**** MATERIAL PROVIDED ****

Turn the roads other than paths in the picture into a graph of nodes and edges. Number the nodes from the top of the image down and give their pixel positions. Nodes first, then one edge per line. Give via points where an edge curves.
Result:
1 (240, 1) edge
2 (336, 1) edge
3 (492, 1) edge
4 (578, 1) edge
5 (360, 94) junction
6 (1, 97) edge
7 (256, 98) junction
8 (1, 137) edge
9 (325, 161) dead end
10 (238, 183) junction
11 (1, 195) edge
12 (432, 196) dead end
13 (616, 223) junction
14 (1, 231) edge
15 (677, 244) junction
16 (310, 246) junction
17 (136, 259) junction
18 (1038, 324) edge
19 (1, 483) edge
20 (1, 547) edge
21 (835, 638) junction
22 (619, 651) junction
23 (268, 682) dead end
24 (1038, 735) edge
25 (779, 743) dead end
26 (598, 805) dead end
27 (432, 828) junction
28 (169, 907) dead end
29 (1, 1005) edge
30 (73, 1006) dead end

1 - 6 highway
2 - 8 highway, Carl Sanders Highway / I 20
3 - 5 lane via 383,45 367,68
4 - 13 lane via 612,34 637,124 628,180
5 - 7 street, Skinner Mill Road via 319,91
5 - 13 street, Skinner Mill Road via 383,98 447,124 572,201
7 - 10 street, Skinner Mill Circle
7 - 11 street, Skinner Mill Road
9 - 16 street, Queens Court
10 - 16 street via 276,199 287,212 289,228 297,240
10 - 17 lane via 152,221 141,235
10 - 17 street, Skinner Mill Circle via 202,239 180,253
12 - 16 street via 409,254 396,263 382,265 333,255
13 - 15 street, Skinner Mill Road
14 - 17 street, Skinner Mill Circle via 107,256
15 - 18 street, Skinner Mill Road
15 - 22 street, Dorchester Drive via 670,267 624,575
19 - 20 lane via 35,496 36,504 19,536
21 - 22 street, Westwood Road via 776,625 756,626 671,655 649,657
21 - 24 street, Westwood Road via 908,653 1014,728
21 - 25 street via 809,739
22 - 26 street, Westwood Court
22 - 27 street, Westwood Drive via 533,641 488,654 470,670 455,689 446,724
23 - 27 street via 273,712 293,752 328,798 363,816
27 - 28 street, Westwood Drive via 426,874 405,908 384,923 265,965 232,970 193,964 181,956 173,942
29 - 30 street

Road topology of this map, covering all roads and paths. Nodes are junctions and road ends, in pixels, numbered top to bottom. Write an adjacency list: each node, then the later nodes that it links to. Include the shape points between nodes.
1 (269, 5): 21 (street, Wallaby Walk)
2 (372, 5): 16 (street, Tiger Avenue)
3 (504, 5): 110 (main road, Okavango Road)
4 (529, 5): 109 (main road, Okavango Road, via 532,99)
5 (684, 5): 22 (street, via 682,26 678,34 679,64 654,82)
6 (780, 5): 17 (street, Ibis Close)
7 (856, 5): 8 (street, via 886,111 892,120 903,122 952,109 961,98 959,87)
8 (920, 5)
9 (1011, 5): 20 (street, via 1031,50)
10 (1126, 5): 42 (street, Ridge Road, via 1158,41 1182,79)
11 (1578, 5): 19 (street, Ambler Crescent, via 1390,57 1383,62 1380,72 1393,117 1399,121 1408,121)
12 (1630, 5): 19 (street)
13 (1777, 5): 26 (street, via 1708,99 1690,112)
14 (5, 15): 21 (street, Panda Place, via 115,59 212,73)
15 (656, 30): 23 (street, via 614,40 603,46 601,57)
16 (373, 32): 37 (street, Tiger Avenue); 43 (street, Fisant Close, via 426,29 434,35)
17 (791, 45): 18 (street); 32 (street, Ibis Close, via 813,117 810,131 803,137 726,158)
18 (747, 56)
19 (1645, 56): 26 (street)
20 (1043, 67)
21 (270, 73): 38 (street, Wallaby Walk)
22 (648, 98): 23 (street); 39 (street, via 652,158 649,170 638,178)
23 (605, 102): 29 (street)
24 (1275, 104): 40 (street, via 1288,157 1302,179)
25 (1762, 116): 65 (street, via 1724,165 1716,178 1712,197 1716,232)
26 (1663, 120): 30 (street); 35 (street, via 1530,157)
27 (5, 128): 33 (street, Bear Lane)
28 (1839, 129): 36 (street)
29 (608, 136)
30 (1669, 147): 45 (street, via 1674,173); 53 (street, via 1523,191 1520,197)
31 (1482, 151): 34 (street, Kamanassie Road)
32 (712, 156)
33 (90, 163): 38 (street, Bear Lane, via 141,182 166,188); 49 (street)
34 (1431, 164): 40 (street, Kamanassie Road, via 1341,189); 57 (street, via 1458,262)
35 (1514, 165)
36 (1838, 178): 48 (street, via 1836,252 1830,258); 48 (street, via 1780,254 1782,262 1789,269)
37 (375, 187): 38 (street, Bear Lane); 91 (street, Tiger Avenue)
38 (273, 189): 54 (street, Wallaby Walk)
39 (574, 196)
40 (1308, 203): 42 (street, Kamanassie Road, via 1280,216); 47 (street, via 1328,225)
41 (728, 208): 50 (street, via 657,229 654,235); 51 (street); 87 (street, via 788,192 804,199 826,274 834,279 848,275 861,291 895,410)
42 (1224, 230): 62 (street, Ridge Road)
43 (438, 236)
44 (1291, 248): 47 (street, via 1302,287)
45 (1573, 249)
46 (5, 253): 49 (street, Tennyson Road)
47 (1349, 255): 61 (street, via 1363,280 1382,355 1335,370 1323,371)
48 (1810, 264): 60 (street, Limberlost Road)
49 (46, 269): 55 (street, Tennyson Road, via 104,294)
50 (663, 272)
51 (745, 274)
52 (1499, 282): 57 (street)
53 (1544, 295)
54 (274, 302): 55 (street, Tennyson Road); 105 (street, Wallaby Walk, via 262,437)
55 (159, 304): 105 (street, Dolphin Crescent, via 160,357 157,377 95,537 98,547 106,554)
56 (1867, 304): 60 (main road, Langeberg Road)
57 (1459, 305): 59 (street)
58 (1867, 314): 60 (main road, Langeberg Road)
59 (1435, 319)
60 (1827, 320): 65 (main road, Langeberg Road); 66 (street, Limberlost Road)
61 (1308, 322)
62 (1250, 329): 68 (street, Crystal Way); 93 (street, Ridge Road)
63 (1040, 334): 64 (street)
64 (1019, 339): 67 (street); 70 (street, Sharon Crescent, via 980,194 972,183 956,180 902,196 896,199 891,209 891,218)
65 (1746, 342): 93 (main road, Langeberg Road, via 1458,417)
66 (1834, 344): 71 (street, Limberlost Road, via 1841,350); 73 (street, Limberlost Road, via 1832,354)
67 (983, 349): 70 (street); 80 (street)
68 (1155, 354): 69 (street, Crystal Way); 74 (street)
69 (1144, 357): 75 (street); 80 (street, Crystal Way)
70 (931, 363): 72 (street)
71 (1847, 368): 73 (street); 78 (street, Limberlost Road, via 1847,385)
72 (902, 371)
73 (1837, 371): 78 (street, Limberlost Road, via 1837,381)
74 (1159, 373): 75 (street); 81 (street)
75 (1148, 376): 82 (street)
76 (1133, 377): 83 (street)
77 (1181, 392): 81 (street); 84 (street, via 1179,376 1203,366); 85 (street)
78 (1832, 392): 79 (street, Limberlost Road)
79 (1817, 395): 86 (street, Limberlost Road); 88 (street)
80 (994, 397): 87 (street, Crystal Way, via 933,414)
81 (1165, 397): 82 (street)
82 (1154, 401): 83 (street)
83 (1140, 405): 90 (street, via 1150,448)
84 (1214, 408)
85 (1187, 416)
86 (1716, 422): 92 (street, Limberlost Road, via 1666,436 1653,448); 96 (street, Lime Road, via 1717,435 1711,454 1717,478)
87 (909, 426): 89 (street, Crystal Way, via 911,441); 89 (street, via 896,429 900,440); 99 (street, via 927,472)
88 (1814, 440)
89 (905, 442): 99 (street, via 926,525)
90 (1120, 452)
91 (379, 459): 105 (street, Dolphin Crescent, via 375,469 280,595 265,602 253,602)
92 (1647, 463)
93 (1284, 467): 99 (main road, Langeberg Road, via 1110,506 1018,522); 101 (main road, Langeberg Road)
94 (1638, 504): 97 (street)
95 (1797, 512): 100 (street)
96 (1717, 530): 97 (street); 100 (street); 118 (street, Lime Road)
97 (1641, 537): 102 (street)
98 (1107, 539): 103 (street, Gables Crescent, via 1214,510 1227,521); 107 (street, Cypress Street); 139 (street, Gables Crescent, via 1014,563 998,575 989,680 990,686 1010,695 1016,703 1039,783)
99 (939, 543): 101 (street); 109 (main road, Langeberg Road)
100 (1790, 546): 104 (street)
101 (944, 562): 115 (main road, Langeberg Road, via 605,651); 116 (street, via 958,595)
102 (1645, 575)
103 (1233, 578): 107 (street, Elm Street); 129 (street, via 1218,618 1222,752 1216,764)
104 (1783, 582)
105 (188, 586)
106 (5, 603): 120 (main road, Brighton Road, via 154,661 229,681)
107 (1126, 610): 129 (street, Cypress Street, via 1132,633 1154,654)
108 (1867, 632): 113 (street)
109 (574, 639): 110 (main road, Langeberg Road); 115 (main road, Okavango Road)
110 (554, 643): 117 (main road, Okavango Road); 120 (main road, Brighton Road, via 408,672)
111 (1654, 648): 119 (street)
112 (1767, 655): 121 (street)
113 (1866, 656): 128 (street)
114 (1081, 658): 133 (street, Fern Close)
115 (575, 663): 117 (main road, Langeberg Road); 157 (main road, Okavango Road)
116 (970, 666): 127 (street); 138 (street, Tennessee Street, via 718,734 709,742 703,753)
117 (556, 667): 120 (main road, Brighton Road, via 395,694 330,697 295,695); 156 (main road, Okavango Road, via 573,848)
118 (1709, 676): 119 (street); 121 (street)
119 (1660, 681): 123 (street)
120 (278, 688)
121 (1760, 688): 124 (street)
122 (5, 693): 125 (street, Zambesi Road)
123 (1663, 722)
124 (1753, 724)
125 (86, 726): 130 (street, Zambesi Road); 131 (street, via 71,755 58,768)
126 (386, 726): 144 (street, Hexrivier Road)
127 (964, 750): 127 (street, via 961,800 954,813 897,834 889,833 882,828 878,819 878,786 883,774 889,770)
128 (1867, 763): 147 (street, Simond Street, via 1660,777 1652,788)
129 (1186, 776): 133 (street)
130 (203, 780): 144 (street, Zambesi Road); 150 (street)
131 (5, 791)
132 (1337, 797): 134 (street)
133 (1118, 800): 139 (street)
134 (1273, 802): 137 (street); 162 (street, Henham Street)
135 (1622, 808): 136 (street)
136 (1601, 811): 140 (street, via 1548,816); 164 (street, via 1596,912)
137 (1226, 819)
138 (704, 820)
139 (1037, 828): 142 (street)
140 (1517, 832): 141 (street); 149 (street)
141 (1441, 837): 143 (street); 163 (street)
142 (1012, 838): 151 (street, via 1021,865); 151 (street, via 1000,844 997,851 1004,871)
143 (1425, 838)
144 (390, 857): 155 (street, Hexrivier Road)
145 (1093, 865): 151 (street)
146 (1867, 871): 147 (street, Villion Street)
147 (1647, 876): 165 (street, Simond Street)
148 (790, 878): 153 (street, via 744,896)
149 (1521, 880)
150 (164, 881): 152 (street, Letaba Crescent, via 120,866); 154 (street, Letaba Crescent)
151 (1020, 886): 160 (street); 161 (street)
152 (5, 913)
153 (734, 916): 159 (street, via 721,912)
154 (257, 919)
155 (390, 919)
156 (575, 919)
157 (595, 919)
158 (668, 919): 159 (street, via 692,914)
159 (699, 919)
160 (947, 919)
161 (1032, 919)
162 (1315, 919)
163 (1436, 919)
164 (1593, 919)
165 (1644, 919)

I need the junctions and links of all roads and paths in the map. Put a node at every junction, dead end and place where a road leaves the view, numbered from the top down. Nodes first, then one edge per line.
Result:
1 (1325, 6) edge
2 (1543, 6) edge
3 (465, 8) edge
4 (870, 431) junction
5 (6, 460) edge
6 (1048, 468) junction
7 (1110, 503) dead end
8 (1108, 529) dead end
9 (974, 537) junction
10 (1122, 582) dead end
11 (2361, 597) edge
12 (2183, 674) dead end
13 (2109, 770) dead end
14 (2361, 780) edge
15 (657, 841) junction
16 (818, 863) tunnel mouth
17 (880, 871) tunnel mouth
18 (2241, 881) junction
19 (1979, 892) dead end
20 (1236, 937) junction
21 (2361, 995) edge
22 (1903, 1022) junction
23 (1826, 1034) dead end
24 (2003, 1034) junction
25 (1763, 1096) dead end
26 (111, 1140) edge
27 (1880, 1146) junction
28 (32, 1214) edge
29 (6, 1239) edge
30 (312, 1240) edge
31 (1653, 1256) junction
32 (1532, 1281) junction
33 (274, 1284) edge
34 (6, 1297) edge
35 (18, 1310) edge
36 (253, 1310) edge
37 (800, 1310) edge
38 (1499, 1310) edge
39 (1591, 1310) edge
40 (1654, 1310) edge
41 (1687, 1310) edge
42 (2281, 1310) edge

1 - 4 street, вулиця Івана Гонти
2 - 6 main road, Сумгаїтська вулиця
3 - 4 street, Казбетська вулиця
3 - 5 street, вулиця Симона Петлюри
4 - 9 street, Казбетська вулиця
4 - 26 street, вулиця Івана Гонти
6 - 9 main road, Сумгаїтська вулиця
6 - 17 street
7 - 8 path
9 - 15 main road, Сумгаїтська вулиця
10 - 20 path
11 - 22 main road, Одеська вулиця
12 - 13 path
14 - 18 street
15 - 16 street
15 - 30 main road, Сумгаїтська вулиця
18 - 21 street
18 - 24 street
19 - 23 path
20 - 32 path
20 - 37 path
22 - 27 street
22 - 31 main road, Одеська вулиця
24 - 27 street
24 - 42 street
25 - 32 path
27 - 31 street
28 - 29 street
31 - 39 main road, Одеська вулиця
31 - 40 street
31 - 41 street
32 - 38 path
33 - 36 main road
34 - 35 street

****

WHAT IS REQUIRED -> Each line in the entries above that includes the string "links" should be extracted.

RESULT OF THE EXERCISE ->
Road topology of this map, covering all roads and paths. Nodes are junctions and road ends, in pixels, numbered top to bottom. Write an adjacency list: each node, then the later nodes that it links to. Include the shape points between nodes.
I need the junctions and links of all roads and paths in the map. Put a node at every junction, dead end and place where a road leaves the view, numbered from the top down. Nodes first, then one edge per line.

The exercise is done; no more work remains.